Goal of the exercise ::
Please return every line of the records that contains the word "Druvas".

────────

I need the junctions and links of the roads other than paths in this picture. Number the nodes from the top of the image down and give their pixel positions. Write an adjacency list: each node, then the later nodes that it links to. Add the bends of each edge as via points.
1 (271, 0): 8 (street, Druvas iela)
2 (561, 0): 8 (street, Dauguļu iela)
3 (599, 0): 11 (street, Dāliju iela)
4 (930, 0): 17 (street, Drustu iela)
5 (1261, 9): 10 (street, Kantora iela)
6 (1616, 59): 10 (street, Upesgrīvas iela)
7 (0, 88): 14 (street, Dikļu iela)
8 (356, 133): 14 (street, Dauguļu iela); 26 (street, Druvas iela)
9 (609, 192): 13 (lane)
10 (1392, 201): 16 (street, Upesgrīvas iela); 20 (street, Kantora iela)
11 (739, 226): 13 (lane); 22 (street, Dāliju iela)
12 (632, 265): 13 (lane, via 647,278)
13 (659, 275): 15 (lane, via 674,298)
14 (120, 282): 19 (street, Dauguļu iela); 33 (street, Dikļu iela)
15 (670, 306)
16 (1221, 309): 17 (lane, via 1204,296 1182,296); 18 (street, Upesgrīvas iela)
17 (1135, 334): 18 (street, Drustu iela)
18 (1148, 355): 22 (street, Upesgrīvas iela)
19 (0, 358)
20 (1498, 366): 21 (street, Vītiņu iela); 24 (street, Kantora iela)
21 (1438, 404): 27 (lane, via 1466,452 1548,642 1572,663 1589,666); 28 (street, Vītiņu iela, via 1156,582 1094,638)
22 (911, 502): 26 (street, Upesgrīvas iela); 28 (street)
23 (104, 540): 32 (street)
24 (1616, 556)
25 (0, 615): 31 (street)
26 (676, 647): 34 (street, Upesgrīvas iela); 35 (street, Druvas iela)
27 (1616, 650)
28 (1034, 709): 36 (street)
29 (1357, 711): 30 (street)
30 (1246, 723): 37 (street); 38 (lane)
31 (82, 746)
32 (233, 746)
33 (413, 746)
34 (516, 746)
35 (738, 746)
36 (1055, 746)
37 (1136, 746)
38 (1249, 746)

────────

Answer space ::
1 (271, 0): 8 (street, Druvas iela)
8 (356, 133): 14 (street, Dauguļu iela); 26 (street, Druvas iela)
26 (676, 647): 34 (street, Upesgrīvas iela); 35 (street, Druvas iela)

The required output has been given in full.